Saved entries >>
........

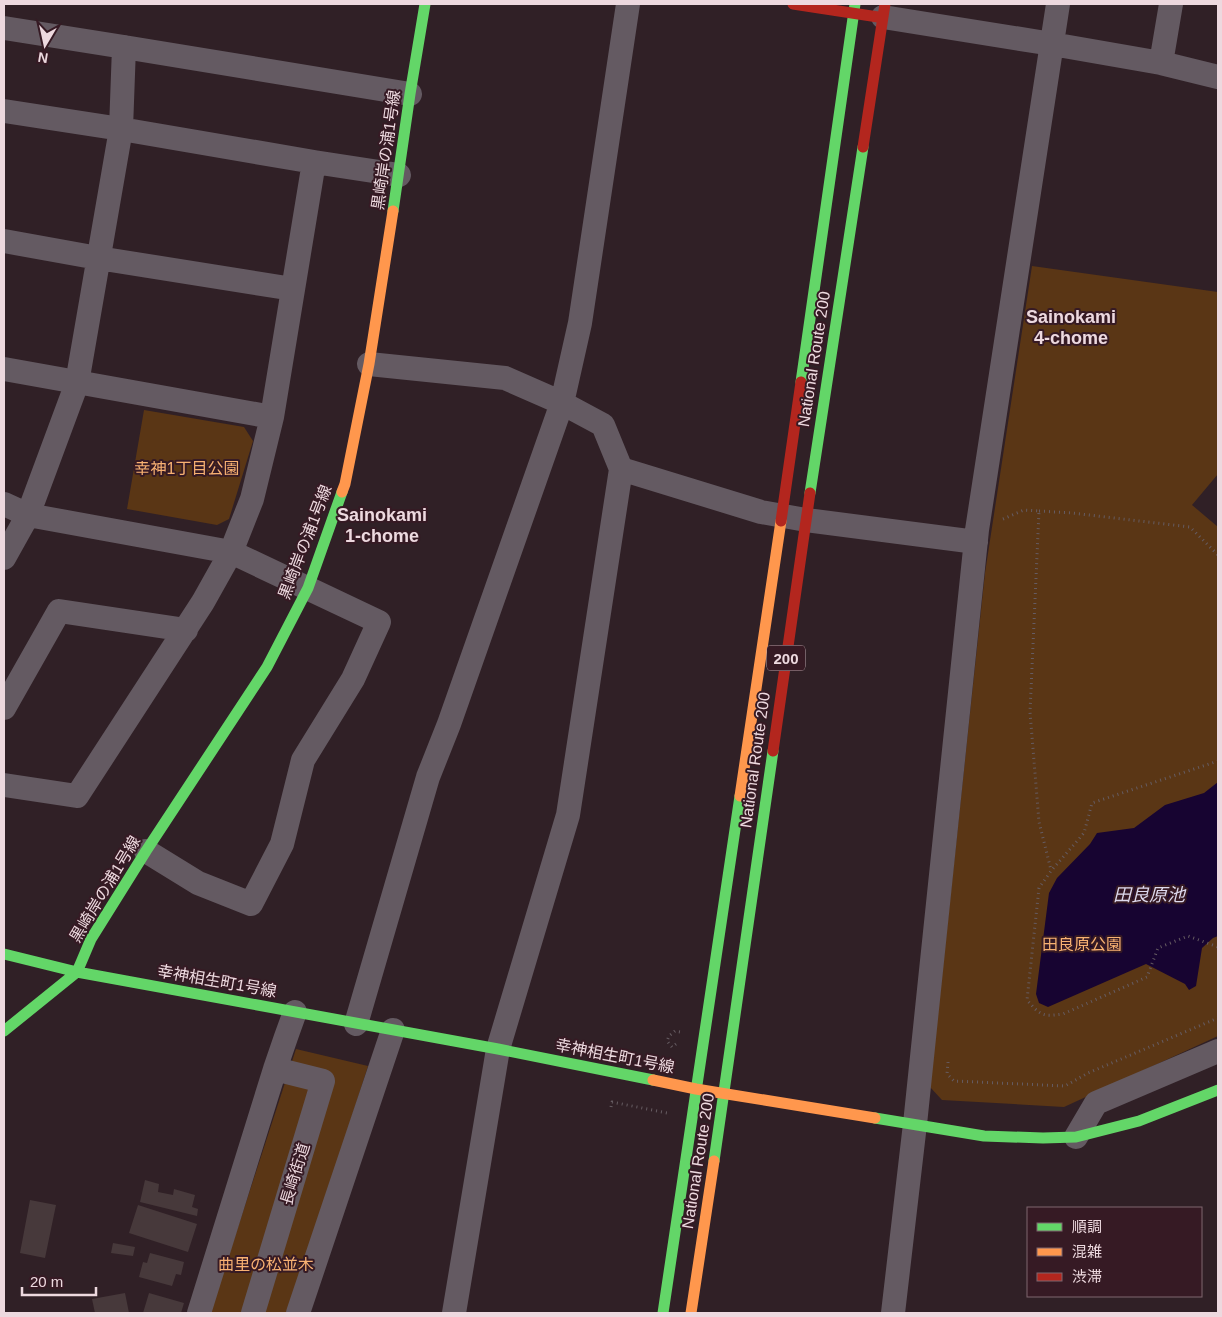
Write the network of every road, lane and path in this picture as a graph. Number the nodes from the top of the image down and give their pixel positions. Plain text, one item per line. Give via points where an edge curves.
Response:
1 (425, 4) edge
2 (628, 4) edge
3 (793, 4) edge
4 (1058, 4) edge
5 (1170, 4) edge
6 (855, 9) edge
7 (884, 10) edge
8 (4, 28) edge
9 (1052, 44) junction
10 (124, 47) junction
11 (1161, 63) junction
12 (1218, 77) edge
13 (410, 94) junction
14 (4, 111) edge
15 (122, 129) junction
16 (314, 162) junction
17 (399, 175) junction
18 (4, 240) edge
19 (98, 258) junction
20 (293, 289) junction
21 (369, 364) junction
22 (4, 369) edge
23 (78, 382) junction
24 (562, 403) junction
25 (272, 417) junction
26 (621, 469) junction
27 (4, 504) edge
28 (1039, 511) junction
29 (28, 515) junction
30 (782, 516) junction
31 (806, 520) junction
32 (977, 536) junction
33 (231, 552) junction
34 (1218, 555) edge
35 (4, 558) edge
36 (308, 588) junction
37 (186, 630) junction
38 (4, 708) edge
39 (1218, 762) edge
40 (4, 785) edge
41 (146, 850) junction
42 (1051, 871) junction
43 (1218, 947) edge
44 (4, 954) edge
45 (77, 972) junction
46 (295, 1012) junction
47 (1218, 1018) edge
48 (356, 1024) junction
49 (393, 1030) junction
50 (4, 1031) edge
51 (682, 1033) dead end
52 (677, 1044) dead end
53 (498, 1049) junction
54 (1218, 1051) edge
55 (949, 1054) dead end
56 (275, 1069) junction
57 (696, 1089) junction
58 (1218, 1090) edge
59 (724, 1093) junction
60 (611, 1107) dead end
61 (667, 1113) dead end
62 (915, 1124) junction
63 (1076, 1137) junction
64 (199, 1313) edge
65 (253, 1313) edge
66 (298, 1313) edge
67 (454, 1313) edge
68 (663, 1313) edge
69 (691, 1313) edge
70 (893, 1313) edge

1 - 13 main road, 黒崎岸の浦1号線
2 - 24 street via 580,323
3 - 6 main road
4 - 9 street
5 - 11 street
6 - 7 main road
6 - 30 main road, National Route 200 / 200
7 - 9 street
7 - 31 main road, National Route 200 / 200
8 - 10 street
9 - 11 street
9 - 32 street
10 - 13 street
10 - 15 street
11 - 12 street
13 - 17 main road, 黒崎岸の浦1号線
14 - 15 street
15 - 16 street
15 - 19 street
16 - 17 street
16 - 20 street
17 - 21 main road, 黒崎岸の浦1号線
18 - 19 street
19 - 20 street
19 - 23 street
20 - 25 street
21 - 24 street via 505,378
21 - 36 main road, 黒崎岸の浦1号線 via 345,484
22 - 23 street
23 - 25 street
23 - 29 street
24 - 26 street via 603,425
24 - 48 street via 428,777
25 - 33 street via 252,499
26 - 30 street
26 - 53 street via 568,815
27 - 29 street
28 - 32 path via 1024,510
28 - 34 path via 1190,527
28 - 42 path via 1030,712 1039,822
29 - 33 street
29 - 35 street
30 - 31 street
30 - 57 main road, National Route 200 / 200
31 - 32 street
31 - 59 main road, National Route 200 / 200
32 - 62 street
33 - 36 street
33 - 37 street
36 - 41 main road, 黒崎岸の浦1号線 via 266,667
36 - 41 street via 379,622 353,679 303,760 282,844 251,904 198,883
37 - 38 street via 59,611
37 - 40 street via 77,796
39 - 42 path via 1092,803 1084,833
41 - 45 main road, 黒崎岸の浦1号線 via 91,938
42 - 43 path via 1039,888 1026,1000 1039,1014 1063,1014 1147,977 1158,948 1188,936
44 - 45 main road, 幸神相生町1号線
45 - 46 main road, 幸神相生町1号線
45 - 50 main road, 黒崎岸の浦1号線
46 - 48 main road, 幸神相生町1号線
46 - 56 street
47 - 55 path via 1088,1073 1065,1086 954,1081 947,1074
48 - 49 main road, 幸神相生町1号線
49 - 53 main road, 幸神相生町1号線
49 - 66 street
51 - 52 path via 675,1031 669,1036 667,1041 672,1047
53 - 57 main road, 幸神相生町1号線
53 - 67 street
54 - 63 street via 1096,1104
56 - 64 street
56 - 65 street, 長崎街道 via 323,1081
57 - 59 main road, 幸神相生町1号線
57 - 68 main road, National Route 200 / 200
58 - 63 main road, 幸神相生町1号線 via 1138,1121
59 - 62 main road, 幸神相生町1号線
59 - 69 main road, National Route 200 / 200
60 - 61 path via 612,1102
62 - 63 main road, 幸神相生町1号線 via 984,1136
62 - 70 street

........

Problem requirements >> The answer must consist of every line in the records above that contains the word "Route".

Answer section >>
6 - 30 main road, National Route 200 / 200
7 - 31 main road, National Route 200 / 200
30 - 57 main road, National Route 200 / 200
31 - 59 main road, National Route 200 / 200
57 - 68 main road, National Route 200 / 200
59 - 69 main road, National Route 200 / 200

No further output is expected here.